Dans le New York des années 60, l’univers de l’art reste majoritairement masculin. Les galeries sont dominées par des figures comme Jackson PollockAndy Warhol, ou Donald Judd, et peu de femmes accèdent à la reconnaissance. Pourtant, Yayoi Kusama s’impose avec une force singulière. Son style est immédiatement identifiable : des toiles recouvertes de filets, de pois, de répétitions obsessionnelles. Ses Infinity Nets — vastes surfaces rythmées de gestes millimétrés — hypnotisent le regard et marquent les esprits par leur rigueur et leur étrangeté. Elle y projette littéralement ses visions intérieures, donnant forme à l’invisible.

Mais Kusama ne se limite pas à la peinture. Visionnaire, elle devient l’une des pionnières des happenings new-yorkais. Elle orchestre des performances publiques, souvent en extérieur, où des corps nus sont recouverts de pois. Ces rituels visuels, à la fois poétiques et provocateurs, dénoncent la guerre du Vietnam, les normes de genre, la société de consommation. Elle investit Times Square, les musées, Central Park. L’art devient pour elle un acte total, une manifestation politique et sensorielle.

Certes, des figures comme Warhol ou Claes Oldenburg s’inspirent de son univers. Pourtant, Kusama n’imite personne : elle forge son propre sillon, à la croisée du surréalisme, du psychédélisme et du minimalisme. Son langage est profondément personnel, et chaque œuvre est le fruit d’un combat contre ses démons intérieurs.

Le retrait et la renaissance

Mais derrière la flamboyance, la pression est immense. Kusama s’épuise, physiquement et psychologiquement. En 1973, elle quitte New York pour retourner vivre à Tokyo. Là, elle fait un choix radical : elle entre volontairement dans un hôpital psychiatrique, où elle réside encore aujourd’hui. Son atelier est installé juste en face. Tous les jours, elle s’y rend, seule, et travaille sans relâche. L’art est sa discipline, son salut.
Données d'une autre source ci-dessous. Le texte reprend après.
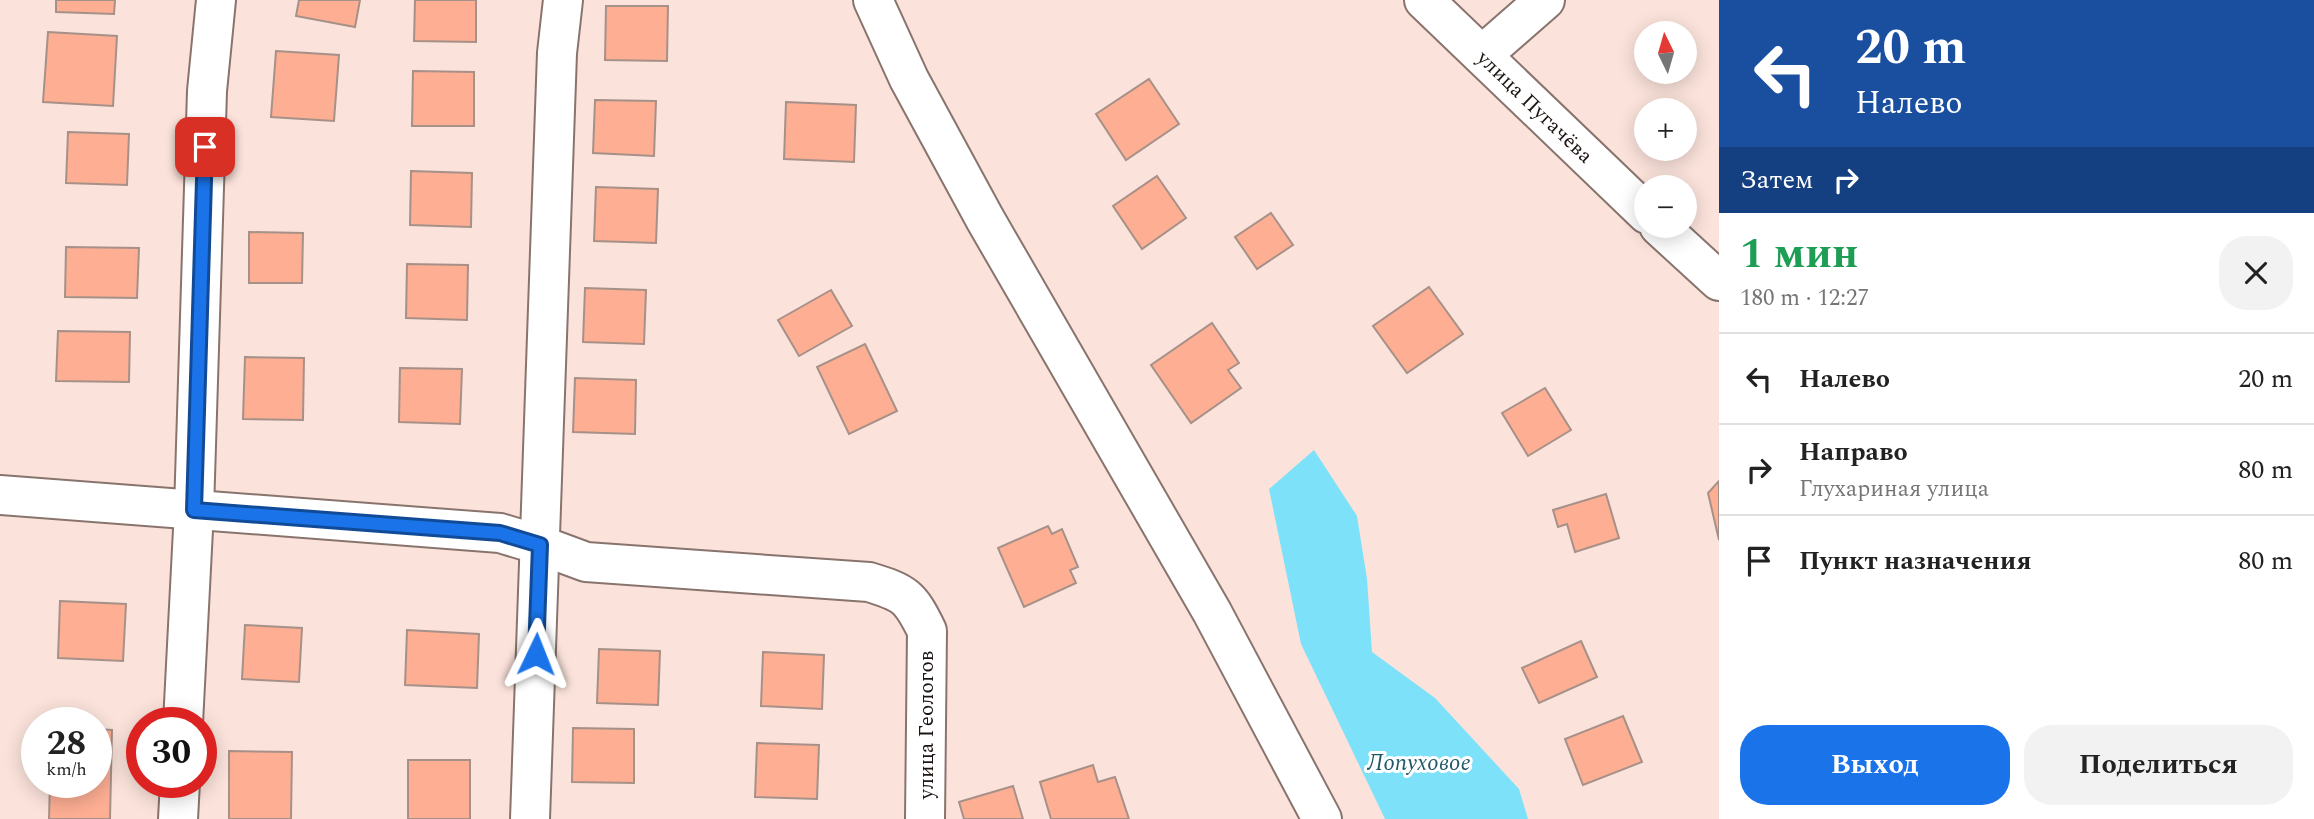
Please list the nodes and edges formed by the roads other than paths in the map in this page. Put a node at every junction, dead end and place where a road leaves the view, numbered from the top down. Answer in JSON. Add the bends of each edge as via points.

Son œuvre prend alors une nouvelle dimension. Kusama délaisse peu à peu la performance pour concevoir des environnements immersifs. Ses Infinity Mirror Rooms en sont l’expression la plus célèbre. Ces installations composées de miroirs, de lumières et d’objets suspendus plongent le visiteur dans un univers vertigineux, comme une projection physique de son esprit. Le spectateur ne regarde plus l’œuvre : il entre en elle, en devient partie prenante. C’est un voyage intérieur, entre hallucination et méditation.

Dans un monde saturé d’images, Kusama rappelle la puissance de la contemplation, de la répétition, de l’introspection. Son langage visuel, nourri de douleur et de beauté, devient universel.

Et pourtant, Kusama reste fidèle à ce qu’elle a toujours été : une femme qui, face au chaos du monde, a choisi l’art comme unique réponse à la folie.

Une icône de l’art mondial

Au début des années 2000, Kusama connaît enfin une reconnaissance internationale. Dès lors, les institutions majeures lui rendent hommage. Ainsi, le MoMA, la Tate Modern ou encore le Centre Pompidou exposent ses œuvres. Parallèlement, elle collabore avec la maison Louis Vuitton. Ses pois, désormais cultes, envahissent sacs, vitrines, campagnes, Kusama devient alors une icône populaire. Elle reste fidèle à sa quête première et, malgré le succès, elle poursuit son œuvre obsessionnelle. Elle écrit, elle peint, elle sculpte, car son obsession, malgré les années, demeure intacte, vivace, brûlante, presque sacrée, comme une pulsion vitale qui ne l’a jamais quittée.

Créer pour survivre

Finalement, l’œuvre de Yayoi Kusama dépasse les formes. Aujourd’hui, à 95 ans, elle est l’artiste vivante la plus exposée, ses expositions battent tous les records de fréquentation, ses installations voyagent sur tous les continents.Elle incarne une quête de disparition. Elle cherche à se fondre dans l’infini, à dissoudre l’ego dans la répétition des motifs et l’éblouissement de la couleur. Grâce à ses hallucinations, elle a construit une vision unique, à la fois troublante et lumineuse. Elle transforme la douleur en lumière, le chaos mental en ordre esthétique, la fragilité en force. C’est là sa grande force : créer pour ne pas sombrer. Ainsi, Kusama demeure une artiste essentielle. Son univers enchante, dérange, et réinvente notre rapport au monde, à la beauté, à la fragilité de l’être.